Several buckets of mussels later, we walked over to one of my favorite bars in town, the Staminee de Garre, which is located halfway between the Markt and the Burg, down the tiniest of streets you will ever encounter. I have rather long arms, but it is not much of a stretch for me to touch both walls of the buildings that border the “street” (I am not sure how they get away with calling it a “street” but they do—those flaky Flemish).

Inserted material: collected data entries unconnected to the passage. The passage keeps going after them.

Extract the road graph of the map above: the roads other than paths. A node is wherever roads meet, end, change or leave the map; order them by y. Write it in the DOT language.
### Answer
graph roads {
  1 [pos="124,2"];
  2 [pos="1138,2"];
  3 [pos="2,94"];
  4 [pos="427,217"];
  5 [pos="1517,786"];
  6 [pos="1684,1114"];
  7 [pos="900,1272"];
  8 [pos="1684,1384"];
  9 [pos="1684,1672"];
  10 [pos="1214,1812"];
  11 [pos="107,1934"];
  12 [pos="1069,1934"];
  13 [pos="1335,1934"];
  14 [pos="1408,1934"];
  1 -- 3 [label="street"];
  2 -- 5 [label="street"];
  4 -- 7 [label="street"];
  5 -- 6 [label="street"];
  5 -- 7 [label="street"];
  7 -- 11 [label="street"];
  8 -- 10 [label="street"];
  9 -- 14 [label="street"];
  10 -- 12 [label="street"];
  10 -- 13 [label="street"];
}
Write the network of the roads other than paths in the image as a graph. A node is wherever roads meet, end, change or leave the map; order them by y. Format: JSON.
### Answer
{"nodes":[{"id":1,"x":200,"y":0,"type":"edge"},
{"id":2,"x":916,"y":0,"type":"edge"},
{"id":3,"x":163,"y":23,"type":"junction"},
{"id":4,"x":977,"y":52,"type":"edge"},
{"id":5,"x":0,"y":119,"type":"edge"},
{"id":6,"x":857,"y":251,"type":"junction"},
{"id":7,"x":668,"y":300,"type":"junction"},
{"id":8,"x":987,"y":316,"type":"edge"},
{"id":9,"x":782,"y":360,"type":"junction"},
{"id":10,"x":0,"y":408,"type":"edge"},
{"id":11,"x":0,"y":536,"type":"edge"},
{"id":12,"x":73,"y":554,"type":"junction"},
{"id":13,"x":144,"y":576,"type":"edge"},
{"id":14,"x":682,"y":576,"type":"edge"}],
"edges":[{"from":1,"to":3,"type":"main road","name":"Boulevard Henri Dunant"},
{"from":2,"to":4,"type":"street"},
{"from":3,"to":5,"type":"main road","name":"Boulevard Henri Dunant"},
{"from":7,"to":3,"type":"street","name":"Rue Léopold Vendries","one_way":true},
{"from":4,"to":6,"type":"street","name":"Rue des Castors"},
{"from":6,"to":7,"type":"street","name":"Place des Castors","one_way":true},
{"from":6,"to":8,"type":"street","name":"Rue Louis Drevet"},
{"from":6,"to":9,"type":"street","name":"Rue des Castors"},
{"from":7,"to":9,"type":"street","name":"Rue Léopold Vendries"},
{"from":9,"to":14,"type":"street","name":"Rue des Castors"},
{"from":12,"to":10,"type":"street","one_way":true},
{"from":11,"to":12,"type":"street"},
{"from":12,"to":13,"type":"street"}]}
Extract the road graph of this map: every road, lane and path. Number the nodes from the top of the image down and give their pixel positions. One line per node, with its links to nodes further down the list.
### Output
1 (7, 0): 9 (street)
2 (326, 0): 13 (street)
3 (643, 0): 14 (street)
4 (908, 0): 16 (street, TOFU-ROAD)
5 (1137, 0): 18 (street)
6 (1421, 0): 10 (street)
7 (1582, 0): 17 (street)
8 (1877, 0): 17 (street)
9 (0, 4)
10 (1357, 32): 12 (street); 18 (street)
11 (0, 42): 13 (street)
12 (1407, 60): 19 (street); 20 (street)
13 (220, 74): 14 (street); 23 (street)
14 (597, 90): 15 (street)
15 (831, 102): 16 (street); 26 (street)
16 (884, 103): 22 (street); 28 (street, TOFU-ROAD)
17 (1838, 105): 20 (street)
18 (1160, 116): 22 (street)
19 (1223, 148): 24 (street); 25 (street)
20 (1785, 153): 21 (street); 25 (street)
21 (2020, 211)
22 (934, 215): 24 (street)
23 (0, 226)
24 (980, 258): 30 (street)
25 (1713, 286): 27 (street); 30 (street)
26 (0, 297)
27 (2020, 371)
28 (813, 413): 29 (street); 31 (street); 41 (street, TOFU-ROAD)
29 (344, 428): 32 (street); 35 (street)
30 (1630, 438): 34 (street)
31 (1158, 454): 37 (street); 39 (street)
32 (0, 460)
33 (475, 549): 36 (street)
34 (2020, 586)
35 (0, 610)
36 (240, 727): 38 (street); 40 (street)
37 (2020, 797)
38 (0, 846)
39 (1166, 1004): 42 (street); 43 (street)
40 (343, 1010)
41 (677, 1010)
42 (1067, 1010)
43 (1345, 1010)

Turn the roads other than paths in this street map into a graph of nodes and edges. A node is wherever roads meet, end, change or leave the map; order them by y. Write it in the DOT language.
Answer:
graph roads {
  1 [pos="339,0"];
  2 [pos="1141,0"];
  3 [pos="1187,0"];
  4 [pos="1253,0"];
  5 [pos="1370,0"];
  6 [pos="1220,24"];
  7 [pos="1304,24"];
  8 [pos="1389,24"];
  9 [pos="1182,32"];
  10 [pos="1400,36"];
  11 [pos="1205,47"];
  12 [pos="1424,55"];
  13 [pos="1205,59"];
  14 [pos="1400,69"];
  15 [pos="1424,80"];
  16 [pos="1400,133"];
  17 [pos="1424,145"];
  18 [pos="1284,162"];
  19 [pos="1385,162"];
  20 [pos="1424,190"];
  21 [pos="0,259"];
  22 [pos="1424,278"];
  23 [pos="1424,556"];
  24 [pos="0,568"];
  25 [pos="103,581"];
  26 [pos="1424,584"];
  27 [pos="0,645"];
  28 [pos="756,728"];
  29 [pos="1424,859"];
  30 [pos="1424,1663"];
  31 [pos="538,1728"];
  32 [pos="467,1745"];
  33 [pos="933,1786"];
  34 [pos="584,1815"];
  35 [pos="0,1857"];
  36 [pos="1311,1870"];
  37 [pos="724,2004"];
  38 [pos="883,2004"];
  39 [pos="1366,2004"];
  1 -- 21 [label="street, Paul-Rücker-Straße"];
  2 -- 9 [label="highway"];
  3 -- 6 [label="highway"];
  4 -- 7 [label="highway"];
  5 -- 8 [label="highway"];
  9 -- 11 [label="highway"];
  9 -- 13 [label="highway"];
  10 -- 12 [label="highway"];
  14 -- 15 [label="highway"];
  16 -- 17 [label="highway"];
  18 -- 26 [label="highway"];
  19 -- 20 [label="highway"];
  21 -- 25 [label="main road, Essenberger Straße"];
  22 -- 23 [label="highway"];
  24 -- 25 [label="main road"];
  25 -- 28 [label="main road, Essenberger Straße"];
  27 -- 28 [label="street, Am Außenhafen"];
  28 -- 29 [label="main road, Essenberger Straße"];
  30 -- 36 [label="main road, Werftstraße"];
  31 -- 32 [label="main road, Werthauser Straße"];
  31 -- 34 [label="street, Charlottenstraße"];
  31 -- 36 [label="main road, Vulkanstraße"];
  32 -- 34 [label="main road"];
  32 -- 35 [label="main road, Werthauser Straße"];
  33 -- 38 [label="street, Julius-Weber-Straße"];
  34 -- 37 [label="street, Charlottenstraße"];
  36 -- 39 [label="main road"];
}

We were able to score a rather large table right by the bar on the first floor and quickly ordered the first round of beers, and we did not really stop drinking and ordering until the owners of the bar closed up shop. Here are some of the beers that I remember drinking:
Rodenbach Grand Cru: One of the finest renditions of my favorite style: the West Flanders Red Ale. When I went over to Belgium this past trip, I was determined to try as many beers as possible. To that end, I wanted to stay away from the Red Ales, since I drink them frequently at home. Well, that lasted all of one day. The Flanders Red Ales are often called the “Burgundies of Belgium” for good reason–they are perhaps the most aromatic of beers. The Rodenbach Grand Cru (a heavier beer than the standard Rodenbach) throws off some cherry and raspberry on the nose, followed by a pleasant tartness and a little funk on the palate. This is perhaps my second favorite beer (I have to remain loyal to the Duchesse de Bourgogne), but it always makes me long for the no longer produced Rodenbach Grand Cru Alexander, which was purportedly even tastier than this. Hard to imagine. Outstanding. 92-94 Points.
Chimay Blue: Chimay is the biggest and perhaps the most well-known of the Belgian Trappist beers, and there are essentially three versions: the Red (fruity and somewhat “light”), the White (denser and hoppier), and the Blue (the biggest). Michael Jackson (the famed beer critic, not the pop star) equated the Blue to a big red wine style (think Zinfandel or Port). For some reason this reminds me of Christmas, perhaps due to the smell of fruitcake wafting from the glass (for me that is a very good thing–I love the oft-maligned rum-laced treat): Nuts, berries and malt. On the palate, not as heavy as you would think. A solid beer for sure, but one you have near the end of the evening, not at the onset. Very Good. 88-90 Points.
Westmalle Tripel: Another Trappist Ale, the Westmalle packs a bit of a punch and adds in a touch of spice as well. Like most monastic brewers, Westmalle makes several beers, but this is clearly the flagship bottling and with good reason–strong but balanced with a bit of finesse on the side. Fantastic finish. Outstanding. 90-92 Points.
Pauwel Kwak: The beer has only been brewed since the 1980’s, but the glass and wooden stand is perhaps the most distinctive of all Belgian beers. The Brewery claims that the beer is named after Pauwel Kwak, and 18th Century brewer and innkeeper.
But I know the truth. My mother-in-law’s maiden name is Kwak and, even thought she is 100% Korean, this beer is named after her family. How do I know that? Well, I just do. This is the Belgian version of a Pale Ale, and while it does not possess the extreme hoppiness of American IPAs, it does sport a bit of a sweet finish that balances out the bitterness (sounds a bit like my mother-in-law). Very Good. 86-88 Points (I decided to ignore the glass/stand combo in the rating, which is frankly badass, and would have pushed this beer well into the mid-90’s).
Gulden Draak: This Belgian Tripel is a bit elusive—I only occasionally see it in Belgium and rarely see it in the U.S. It is dark for a tripel and in fact, some people refer to this as a “Barley wine”. Our bartender let us know that the beer is closely associated with Gent, a town we would be visiting in a few days. It is rich and creamy, with some bitterness certainly, but it is nicely balanced with a touch of malt and sweetness (I guess the same could be said of Gent). Fighting through the head on the beer was a dessert in itself with a spicy caramel nuttiness prominent. It was good that I listened to our trusty bartender and tackled this one last as it packs a bit of a punch at 10,5% alcohol. Outstanding. 91-93 Points.
Somehow we stumbled back to the hotel, navigating the patchwork quilt of Bruges streets and canals. I am not sure what time we made it back, but I did know that we were going to do it all over again later that day at perhaps my favorite Bruges Bar, ‘t Brugs Beertje.